Unleashing Multi-Hop Reasoning Potential in Large Language Models through Repetition of Misordered Context

Sangwon Yu,Ik-hwan Kim,Jongyoon Song,Saehyung Lee,Junsung Park,Sungroh Yoon
2024-10-10
Abstract:Multi-hop reasoning, which requires multi-step reasoning based on the supporting documents within a given context, remains challenging for large language models (LLMs). LLMs often struggle to filter out irrelevant documents within the context, and their performance is sensitive to the position of supporting documents within that context. In this paper, we identify an additional challenge: LLMs' performance is also sensitive to the order in which the supporting documents are presented.
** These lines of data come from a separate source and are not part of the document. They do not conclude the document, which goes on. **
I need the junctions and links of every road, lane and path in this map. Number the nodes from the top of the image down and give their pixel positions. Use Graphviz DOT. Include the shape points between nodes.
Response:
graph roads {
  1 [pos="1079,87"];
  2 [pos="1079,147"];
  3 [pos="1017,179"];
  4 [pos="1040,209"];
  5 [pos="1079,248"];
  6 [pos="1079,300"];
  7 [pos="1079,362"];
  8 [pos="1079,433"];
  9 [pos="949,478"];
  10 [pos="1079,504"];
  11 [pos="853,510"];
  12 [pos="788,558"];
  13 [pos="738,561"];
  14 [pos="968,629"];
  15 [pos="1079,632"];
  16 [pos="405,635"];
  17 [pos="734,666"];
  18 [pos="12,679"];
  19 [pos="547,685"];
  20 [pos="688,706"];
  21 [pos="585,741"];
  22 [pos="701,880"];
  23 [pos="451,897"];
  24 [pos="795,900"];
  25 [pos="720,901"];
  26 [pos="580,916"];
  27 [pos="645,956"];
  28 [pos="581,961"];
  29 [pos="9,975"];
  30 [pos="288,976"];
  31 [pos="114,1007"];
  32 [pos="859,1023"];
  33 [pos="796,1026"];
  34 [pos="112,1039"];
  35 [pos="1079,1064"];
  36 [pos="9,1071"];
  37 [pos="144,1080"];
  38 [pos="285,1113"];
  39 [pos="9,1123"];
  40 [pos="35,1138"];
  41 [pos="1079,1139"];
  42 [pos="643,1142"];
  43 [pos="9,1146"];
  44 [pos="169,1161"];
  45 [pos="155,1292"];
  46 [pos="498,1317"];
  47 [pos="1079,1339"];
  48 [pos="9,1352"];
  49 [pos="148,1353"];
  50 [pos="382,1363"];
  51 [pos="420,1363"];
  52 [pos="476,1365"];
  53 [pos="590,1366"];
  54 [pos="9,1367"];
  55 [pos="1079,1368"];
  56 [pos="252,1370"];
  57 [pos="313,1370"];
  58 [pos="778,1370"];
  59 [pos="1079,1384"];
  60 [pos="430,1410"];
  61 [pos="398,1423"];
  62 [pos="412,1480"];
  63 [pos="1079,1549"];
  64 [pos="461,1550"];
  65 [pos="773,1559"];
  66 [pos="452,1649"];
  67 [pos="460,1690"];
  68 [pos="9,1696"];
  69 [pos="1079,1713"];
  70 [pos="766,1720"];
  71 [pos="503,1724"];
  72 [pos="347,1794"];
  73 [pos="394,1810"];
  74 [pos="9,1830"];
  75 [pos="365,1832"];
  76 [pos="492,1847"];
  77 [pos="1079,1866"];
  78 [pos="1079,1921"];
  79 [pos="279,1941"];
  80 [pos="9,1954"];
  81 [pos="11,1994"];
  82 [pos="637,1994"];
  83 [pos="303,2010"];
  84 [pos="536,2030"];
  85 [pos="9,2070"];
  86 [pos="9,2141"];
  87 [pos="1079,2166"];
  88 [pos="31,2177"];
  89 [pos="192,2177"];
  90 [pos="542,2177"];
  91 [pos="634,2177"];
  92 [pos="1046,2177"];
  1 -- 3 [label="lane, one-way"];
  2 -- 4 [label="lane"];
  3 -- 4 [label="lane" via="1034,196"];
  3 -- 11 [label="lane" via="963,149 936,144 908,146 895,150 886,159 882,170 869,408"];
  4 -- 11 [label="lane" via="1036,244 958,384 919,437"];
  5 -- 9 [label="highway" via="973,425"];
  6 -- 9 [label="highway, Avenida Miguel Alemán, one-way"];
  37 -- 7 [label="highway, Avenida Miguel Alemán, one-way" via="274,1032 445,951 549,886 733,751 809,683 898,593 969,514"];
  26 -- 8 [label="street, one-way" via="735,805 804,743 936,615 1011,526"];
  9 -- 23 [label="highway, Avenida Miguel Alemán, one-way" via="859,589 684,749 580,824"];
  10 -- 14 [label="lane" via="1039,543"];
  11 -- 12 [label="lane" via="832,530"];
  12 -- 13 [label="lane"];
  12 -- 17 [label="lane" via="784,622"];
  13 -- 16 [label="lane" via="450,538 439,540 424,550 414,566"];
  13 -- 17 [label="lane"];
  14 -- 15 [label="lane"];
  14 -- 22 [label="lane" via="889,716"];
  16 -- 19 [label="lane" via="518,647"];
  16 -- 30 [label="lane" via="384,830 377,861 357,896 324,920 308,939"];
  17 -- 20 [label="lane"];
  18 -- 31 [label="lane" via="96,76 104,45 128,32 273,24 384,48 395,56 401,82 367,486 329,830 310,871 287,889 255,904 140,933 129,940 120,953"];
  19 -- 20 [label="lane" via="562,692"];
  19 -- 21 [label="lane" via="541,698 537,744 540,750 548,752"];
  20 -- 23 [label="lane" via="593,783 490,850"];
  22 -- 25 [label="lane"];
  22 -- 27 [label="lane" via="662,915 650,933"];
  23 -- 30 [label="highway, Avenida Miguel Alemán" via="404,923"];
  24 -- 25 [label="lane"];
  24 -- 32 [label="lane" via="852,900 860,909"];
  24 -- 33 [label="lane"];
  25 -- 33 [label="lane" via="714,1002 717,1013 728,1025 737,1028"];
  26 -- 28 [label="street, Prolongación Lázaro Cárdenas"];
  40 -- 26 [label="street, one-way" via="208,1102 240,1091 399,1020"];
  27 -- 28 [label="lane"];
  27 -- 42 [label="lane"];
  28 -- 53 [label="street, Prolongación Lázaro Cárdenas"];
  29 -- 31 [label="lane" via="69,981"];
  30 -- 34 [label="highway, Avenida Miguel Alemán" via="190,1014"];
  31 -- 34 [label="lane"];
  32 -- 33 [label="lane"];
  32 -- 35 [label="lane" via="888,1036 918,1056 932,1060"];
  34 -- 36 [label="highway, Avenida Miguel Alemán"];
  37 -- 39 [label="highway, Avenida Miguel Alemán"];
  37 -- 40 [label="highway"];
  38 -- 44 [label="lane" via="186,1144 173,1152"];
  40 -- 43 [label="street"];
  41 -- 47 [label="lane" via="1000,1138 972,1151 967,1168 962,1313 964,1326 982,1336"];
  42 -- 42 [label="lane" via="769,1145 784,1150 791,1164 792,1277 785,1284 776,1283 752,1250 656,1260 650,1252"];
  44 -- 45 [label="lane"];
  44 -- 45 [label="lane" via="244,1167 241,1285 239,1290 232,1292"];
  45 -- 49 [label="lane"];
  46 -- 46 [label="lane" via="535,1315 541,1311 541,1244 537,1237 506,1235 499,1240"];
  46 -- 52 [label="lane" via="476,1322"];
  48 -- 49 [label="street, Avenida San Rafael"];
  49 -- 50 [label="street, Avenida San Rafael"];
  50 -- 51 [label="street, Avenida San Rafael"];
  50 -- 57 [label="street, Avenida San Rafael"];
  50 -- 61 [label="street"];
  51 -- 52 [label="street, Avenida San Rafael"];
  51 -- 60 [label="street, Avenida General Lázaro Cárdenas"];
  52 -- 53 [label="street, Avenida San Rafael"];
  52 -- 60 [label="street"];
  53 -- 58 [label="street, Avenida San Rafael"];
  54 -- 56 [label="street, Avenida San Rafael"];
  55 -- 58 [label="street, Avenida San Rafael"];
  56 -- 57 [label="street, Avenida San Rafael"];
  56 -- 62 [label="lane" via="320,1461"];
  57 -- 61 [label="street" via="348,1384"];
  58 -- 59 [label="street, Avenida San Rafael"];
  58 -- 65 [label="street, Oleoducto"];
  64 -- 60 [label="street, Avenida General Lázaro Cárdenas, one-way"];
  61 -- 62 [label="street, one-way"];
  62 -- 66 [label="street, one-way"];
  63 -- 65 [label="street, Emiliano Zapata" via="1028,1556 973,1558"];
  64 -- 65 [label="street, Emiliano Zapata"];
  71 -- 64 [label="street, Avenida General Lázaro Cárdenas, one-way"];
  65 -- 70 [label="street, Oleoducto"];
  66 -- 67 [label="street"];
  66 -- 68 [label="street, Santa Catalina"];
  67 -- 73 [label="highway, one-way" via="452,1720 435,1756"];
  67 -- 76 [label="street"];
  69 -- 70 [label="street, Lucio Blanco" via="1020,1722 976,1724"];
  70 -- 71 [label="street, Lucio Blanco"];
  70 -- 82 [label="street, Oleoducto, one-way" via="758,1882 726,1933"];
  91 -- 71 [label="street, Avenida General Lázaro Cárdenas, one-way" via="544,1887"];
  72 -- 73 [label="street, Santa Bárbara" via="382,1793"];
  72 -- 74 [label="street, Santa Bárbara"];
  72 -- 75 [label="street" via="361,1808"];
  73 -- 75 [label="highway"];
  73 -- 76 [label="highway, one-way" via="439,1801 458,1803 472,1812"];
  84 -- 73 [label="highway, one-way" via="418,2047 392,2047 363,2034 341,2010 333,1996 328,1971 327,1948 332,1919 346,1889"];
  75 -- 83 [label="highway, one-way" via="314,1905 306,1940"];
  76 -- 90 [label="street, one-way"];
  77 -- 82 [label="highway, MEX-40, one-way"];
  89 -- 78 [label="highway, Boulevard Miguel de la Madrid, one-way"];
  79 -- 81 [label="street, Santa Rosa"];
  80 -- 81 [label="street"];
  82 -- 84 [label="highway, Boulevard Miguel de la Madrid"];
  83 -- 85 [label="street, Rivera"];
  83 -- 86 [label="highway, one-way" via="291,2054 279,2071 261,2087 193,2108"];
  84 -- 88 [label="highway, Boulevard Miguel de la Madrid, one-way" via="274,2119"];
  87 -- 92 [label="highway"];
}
We refer to this as the misordered context problem. To address this issue, we propose a simple yet effective method called context repetition (CoRe), which involves prompting the model by repeatedly presenting the context to ensure the supporting documents are presented in the optimal order for the model. Using CoRe, we improve the F1 score by up to 30%p on multi-hop QA tasks and increase accuracy by up to 70%p on a synthetic task. Additionally, CoRe helps mitigate the well-known "lost-in-the-middle" problem in LLMs and can be effectively combined with retrieval-based approaches utilizing Chain-of-Thought (CoT) reasoning.
Computation and Language
What problem does this paper attempt to address?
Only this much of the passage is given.